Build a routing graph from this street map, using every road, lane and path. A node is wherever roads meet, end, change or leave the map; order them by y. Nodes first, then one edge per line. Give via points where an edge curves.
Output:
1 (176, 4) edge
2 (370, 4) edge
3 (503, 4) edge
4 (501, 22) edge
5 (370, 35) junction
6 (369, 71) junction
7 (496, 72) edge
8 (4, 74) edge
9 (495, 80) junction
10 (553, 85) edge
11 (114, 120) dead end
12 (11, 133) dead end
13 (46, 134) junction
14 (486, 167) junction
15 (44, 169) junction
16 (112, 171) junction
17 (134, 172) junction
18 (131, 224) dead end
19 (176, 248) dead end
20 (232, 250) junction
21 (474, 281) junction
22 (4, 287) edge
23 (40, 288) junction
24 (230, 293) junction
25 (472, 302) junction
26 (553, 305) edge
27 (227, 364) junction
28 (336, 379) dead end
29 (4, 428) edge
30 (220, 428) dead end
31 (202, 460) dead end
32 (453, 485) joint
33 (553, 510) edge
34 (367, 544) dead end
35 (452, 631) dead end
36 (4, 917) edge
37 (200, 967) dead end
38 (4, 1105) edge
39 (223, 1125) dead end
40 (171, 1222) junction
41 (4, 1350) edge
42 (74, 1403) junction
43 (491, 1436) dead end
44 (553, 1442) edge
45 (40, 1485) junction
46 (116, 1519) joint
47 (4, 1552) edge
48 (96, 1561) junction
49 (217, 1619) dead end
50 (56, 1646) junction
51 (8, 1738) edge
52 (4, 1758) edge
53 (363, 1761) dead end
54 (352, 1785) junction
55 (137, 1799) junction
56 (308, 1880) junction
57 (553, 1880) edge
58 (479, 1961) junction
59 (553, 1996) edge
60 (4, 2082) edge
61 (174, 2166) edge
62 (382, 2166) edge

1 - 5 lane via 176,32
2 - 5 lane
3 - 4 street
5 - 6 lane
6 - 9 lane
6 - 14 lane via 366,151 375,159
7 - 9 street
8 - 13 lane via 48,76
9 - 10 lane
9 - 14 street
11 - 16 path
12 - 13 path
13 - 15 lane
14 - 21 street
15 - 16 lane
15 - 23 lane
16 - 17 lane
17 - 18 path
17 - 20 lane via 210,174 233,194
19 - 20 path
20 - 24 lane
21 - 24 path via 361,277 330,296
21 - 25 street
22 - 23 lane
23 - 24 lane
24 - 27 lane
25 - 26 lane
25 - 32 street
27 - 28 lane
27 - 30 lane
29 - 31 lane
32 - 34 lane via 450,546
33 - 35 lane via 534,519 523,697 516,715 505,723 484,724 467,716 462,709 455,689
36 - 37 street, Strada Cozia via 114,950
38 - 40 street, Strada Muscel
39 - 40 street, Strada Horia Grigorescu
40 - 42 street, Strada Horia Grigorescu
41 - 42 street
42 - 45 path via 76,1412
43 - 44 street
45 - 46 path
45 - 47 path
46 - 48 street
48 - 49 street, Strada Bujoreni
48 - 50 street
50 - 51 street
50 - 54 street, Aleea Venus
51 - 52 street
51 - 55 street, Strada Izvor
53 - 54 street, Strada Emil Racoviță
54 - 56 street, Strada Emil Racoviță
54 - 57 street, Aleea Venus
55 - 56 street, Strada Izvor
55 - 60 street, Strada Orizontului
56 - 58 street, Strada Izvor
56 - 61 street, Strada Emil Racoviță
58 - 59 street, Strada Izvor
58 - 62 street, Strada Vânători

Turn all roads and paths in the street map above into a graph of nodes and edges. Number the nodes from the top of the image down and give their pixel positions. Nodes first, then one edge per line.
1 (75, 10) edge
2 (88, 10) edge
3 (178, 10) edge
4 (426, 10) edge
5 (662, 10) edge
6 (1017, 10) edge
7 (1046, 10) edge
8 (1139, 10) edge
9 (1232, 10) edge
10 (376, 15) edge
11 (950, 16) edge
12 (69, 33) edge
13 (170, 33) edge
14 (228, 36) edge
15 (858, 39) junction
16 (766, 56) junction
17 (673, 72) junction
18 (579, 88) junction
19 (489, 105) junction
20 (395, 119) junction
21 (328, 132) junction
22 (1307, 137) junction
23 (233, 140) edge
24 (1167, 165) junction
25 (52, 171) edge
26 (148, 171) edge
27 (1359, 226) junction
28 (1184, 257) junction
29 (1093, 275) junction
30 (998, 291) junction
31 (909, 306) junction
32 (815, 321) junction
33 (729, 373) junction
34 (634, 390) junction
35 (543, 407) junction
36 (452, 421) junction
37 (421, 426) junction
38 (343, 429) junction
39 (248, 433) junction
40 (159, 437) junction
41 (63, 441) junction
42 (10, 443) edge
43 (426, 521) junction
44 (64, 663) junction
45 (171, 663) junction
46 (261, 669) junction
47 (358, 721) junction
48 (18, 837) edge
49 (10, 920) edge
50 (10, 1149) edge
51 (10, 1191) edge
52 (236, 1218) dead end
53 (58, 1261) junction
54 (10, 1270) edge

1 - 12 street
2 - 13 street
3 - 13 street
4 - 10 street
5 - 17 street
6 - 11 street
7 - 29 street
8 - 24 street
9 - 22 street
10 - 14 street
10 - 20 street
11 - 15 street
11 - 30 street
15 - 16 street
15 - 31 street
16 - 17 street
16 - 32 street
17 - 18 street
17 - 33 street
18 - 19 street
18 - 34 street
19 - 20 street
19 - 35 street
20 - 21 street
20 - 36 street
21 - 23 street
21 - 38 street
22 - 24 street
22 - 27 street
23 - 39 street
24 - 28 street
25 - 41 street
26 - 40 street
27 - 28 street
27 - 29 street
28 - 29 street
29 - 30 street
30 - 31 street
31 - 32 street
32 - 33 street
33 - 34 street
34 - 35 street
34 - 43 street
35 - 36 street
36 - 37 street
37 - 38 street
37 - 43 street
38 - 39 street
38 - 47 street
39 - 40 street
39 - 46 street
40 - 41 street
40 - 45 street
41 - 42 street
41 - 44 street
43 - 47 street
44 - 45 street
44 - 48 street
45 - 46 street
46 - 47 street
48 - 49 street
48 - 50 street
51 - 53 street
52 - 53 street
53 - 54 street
____
Task statement: Tally the lines of the listing in which the string "then" appears, and state the tally alone.

Response area: 2